On Sat, Jun 25, 2016 at 10:54:20AM -0700, Tai Tri Nguyen wrote:
> On Thu, Jun 23, 2016 at 7:32 AM, Mark Rutland <mark.rutland@xxxxxxx> wrote:
> > On Wed, Jun 22, 2016 at 11:06:58AM -0700, Tai Nguyen wrote:
> > > +#define _GET_CNTR(ev) (ev->hw.extra_reg.reg)
> > > +#define _GET_EVENTID(ev) (ev->hw.config & 0xFFULL)
> > > +#define _GET_AGENTID(ev) (ev->hw.extra_reg.config & 0xFFFFFFFFULL)
> > > +#define _GET_AGENT1ID(ev) ((ev->hw.extra_reg.config >> 32) & 0xFFFFFFFFULL)
> >
> > I don't think you need to use the extra_reg fields for this. It's a
> > little bit confusing to use them, as the extra_reg (and branch_reg)
> > fields are for separately allocated PMU state.
> >
> > _GET_CNTR can use hw_perf_event::idx, and _GET_AGENT*_ID can use
> > config_base.
>
> I need a 64 bit field for GET_AGENT*ID. The config_base is only 32 bit.
> Can you please suggest another field?

Judging by <linux/perf_event.h> config_base is an unsigned long, which
will be 64 bit for arm64, which is the only place this is used.

So unless I've missed something, that should be ok, no?

> > > +static u64 xgene_perf_event_update(struct perf_event *event)
> > > +{
> > > + struct xgene_pmu_dev *pmu_dev = to_pmu_dev(event->pmu);
> > > + struct hw_perf_event *hwc = &event->hw;
> > > + u64 delta, prev_raw_count, new_raw_count;
> > > +
> > > +again:
> > > + prev_raw_count = local64_read(&hwc->prev_count);
> > > + new_raw_count = pmu_dev->max_period;
> >
> > I don't understand this. Why are we not reading the counter here?
> >
> > This means that the irq handler won't be reading the counter, which
> > means we're throwing away events, and I suspect other cases are broken
> > too.
> >
>
> When the overflow interrupt occurs, the PMU counter wraps to 0 and
> continues to run.
> This event_update function is called only to handle the The PMU
> counter overflow interrupt occurs.
> I'm assuming that when the overflow happens, the read back counter
> value is the max period.

Well, it could be a larger value depending on the latency.

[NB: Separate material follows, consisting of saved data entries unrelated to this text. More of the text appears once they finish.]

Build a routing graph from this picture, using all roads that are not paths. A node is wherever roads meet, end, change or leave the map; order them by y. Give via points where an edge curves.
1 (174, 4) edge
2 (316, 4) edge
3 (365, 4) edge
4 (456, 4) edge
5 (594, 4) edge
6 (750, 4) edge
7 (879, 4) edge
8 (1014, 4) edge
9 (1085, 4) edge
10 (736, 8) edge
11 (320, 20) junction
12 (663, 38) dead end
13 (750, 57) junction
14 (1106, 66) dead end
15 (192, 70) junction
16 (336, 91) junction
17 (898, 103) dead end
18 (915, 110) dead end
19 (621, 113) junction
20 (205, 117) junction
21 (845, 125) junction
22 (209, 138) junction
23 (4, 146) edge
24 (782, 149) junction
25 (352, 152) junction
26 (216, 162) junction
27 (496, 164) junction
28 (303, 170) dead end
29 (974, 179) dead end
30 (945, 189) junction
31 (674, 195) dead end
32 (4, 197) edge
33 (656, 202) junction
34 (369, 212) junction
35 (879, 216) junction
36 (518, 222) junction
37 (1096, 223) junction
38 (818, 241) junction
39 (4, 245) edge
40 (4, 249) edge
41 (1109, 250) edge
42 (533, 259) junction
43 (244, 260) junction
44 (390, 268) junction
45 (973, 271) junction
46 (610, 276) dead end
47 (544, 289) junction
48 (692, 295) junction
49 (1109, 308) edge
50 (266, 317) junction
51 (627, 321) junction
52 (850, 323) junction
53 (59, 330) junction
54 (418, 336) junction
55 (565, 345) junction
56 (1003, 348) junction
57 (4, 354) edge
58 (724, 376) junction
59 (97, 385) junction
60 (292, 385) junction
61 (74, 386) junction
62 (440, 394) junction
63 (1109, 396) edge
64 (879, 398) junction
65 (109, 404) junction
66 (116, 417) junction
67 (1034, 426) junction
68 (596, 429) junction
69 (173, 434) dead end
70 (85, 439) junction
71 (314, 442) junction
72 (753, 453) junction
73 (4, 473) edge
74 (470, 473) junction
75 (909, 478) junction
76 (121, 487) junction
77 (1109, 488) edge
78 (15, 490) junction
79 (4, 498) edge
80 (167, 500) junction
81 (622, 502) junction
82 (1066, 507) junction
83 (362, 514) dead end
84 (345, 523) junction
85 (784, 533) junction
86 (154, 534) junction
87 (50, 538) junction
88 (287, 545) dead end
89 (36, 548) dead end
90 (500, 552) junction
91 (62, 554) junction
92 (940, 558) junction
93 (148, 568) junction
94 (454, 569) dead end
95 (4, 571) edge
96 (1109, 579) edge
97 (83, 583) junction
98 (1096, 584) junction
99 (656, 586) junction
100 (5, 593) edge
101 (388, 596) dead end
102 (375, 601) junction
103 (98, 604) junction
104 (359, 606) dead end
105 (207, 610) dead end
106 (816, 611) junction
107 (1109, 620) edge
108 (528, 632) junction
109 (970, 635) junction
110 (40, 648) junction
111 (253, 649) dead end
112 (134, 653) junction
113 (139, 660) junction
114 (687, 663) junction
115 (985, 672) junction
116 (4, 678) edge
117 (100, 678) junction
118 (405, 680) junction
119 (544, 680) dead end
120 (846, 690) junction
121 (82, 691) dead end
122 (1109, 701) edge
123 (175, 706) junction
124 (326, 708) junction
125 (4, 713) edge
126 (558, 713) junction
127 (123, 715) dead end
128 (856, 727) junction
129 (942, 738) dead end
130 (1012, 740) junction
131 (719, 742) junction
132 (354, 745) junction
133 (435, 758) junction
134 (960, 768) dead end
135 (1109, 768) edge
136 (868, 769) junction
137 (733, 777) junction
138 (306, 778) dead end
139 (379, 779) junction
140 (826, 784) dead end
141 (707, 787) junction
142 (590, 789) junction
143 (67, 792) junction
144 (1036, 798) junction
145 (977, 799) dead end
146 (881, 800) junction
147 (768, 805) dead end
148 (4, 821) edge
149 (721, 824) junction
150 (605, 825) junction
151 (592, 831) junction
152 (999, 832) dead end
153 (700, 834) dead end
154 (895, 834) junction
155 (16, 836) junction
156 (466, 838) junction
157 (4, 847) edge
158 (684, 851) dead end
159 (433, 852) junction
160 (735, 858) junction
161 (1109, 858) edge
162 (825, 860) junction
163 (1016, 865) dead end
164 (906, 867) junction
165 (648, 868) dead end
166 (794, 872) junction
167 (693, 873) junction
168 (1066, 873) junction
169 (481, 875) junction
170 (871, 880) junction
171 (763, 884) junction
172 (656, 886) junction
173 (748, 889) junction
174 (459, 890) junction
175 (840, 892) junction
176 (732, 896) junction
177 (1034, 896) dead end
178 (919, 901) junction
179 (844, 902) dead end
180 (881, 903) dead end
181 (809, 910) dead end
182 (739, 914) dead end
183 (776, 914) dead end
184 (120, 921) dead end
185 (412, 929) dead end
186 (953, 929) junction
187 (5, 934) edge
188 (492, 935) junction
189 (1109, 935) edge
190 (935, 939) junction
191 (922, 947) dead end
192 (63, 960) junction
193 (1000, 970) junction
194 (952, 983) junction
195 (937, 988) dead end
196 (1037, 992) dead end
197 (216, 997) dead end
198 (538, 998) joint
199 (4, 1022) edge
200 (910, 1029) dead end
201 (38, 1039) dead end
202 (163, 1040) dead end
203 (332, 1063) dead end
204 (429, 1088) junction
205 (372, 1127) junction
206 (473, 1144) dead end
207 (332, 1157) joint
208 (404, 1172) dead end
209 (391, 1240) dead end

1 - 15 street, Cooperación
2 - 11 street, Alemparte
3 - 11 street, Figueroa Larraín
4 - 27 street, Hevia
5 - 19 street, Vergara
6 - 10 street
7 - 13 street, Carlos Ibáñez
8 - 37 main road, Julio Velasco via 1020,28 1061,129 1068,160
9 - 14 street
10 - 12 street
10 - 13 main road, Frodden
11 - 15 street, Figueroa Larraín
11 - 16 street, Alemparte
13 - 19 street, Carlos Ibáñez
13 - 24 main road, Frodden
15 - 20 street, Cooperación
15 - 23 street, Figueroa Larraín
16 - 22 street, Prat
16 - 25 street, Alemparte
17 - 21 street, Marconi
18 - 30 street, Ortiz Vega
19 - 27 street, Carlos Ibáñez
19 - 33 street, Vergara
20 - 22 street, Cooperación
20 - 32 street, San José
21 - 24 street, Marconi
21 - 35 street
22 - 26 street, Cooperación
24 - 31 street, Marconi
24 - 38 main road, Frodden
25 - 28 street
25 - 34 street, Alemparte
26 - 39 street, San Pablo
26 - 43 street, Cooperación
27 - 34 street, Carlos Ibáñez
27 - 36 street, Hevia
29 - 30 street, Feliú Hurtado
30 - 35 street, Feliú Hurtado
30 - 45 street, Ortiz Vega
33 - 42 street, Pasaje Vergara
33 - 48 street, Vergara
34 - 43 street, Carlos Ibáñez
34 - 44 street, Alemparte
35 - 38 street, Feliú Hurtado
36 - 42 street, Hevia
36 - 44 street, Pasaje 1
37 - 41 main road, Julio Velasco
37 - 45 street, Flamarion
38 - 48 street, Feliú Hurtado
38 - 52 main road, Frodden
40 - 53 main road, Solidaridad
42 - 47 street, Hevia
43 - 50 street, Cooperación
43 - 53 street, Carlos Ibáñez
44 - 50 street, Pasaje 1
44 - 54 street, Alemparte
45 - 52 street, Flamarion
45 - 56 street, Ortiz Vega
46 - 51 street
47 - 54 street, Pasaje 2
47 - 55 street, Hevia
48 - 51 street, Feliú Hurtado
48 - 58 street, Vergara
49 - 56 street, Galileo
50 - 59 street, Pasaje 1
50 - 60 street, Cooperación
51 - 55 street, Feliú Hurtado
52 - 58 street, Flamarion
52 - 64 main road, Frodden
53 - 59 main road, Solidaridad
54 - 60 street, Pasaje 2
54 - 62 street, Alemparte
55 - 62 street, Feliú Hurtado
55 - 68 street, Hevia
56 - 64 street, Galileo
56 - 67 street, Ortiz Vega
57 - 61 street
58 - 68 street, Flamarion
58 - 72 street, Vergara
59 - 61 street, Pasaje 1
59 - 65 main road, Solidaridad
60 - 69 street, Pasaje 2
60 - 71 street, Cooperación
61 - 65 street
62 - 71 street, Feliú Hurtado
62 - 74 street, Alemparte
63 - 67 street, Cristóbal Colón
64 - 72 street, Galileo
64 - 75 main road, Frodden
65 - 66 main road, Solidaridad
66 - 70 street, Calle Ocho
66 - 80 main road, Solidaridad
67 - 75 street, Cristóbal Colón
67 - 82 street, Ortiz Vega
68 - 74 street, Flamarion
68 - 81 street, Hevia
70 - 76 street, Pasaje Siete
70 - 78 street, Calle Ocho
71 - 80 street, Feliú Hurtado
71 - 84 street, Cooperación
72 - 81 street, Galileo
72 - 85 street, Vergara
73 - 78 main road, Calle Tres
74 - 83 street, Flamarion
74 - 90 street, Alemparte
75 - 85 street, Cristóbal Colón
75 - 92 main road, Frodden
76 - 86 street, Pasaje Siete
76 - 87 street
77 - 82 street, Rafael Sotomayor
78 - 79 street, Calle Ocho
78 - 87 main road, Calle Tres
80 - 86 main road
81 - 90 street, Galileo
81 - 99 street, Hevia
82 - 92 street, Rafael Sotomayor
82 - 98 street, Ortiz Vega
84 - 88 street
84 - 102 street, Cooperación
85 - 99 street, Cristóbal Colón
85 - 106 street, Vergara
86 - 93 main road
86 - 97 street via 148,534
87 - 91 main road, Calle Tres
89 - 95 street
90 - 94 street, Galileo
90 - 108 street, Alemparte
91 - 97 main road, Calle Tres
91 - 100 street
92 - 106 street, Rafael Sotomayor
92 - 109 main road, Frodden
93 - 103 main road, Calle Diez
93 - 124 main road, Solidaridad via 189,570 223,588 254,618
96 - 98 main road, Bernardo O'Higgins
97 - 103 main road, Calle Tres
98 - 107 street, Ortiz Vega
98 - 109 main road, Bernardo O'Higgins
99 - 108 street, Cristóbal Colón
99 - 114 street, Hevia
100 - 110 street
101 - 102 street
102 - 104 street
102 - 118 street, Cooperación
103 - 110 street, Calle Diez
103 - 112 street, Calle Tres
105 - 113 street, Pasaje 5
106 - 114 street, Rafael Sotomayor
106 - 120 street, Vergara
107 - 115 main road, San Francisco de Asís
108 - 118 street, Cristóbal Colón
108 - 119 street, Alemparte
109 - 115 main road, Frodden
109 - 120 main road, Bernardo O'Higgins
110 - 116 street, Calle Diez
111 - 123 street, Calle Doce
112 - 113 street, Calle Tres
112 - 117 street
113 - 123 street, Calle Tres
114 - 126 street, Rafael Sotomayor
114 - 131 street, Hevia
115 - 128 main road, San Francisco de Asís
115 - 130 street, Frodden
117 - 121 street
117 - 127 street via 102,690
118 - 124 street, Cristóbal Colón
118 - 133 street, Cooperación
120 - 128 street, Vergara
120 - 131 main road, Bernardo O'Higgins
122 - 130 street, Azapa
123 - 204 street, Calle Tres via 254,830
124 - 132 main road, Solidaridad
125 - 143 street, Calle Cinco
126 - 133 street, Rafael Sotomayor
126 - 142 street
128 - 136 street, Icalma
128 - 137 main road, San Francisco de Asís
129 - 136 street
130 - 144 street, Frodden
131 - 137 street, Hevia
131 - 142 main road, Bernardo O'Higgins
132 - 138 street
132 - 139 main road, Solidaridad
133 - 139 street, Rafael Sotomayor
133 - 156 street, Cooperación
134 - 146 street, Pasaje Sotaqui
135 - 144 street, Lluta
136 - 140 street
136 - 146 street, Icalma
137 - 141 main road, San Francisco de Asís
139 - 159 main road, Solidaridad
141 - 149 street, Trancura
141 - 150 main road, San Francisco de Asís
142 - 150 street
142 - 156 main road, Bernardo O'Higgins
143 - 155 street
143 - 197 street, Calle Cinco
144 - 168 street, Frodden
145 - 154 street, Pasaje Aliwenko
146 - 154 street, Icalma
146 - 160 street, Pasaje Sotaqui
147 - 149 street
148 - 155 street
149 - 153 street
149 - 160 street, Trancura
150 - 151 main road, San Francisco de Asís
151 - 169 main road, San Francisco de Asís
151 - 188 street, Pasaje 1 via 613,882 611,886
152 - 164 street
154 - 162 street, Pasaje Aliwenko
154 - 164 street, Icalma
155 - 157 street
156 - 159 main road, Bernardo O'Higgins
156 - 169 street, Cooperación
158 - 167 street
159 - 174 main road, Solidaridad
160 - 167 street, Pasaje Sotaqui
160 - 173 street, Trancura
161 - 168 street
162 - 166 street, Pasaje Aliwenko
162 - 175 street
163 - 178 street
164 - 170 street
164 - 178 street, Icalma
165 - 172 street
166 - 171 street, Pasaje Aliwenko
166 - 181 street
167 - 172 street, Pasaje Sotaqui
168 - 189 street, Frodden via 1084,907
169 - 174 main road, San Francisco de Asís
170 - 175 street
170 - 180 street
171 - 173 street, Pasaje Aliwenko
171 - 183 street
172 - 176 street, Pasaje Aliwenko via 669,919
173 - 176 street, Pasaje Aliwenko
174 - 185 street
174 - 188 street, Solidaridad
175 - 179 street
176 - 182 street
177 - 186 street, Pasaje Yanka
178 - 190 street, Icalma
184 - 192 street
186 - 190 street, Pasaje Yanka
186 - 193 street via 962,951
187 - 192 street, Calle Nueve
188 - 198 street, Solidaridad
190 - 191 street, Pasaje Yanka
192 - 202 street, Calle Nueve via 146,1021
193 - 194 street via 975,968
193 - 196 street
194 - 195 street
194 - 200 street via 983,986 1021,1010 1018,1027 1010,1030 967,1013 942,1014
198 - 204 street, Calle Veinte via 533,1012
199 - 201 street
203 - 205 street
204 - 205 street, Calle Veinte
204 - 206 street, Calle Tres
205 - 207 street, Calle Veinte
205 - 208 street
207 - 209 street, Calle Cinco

> Is this assumption incorrect? Do you have any suggestion what I should
> do. Because if I read the counter register,
> it returns the minor wrapped around value.
> Or should it be: new_count = counter read + max period?

We handle the wraparound when we caluclate the delta below. By setting
the interrupt to occur within half of the max period (as per the arm-cci
driver), we avoid (with a high degree of certainty) the risk of
overtaking the prev raw count again before handlnig the IRQ.

The raw_* values above should be the *raw* values from the HW, as their
names imply.

> > > + if (local64_cmpxchg(&hwc->prev_count, prev_raw_count,
> > > + new_raw_count) != prev_raw_count)
> > > + goto again;
> > > +
> > > + delta = (new_raw_count - prev_raw_count) & pmu_dev->max_period;
> > > +
> > > + local64_add(delta, &event->count);
> > > + local64_sub(delta, &hwc->period_left);
> >
> > Given we aren't sampling, does the period left matter? It looks like
> > drivers are inconsistent w.r.t. this, and I'm not immediately sure :(
>
> I tried to drop it and the perf event count still works properly for me.
> I'll remove it.

[...]

> > > +static irqreturn_t xgene_pmu_isr(int irq, void *dev_id)
> > > +{
> > > + struct xgene_pmu_dev_ctx *ctx, *temp_ctx;
> > > + struct xgene_pmu *xgene_pmu = dev_id;
> > > + u32 val;
> > > +
> > > + xgene_pmu_mask_int(xgene_pmu);
> >
> > Why do you need to mask the IRQ? This handler is called in hard IRQ
> > context.
>
> Right. Let me change to use raw_spin_lock_irqsave here.

Interesting; I see we do that in the CCI PMU driver. What are we trying
to protect?

We don't do that in the CPU PMU drivers, and I'm missng something here.
Hopefully I'm just being thick...

Thanks,
Mark.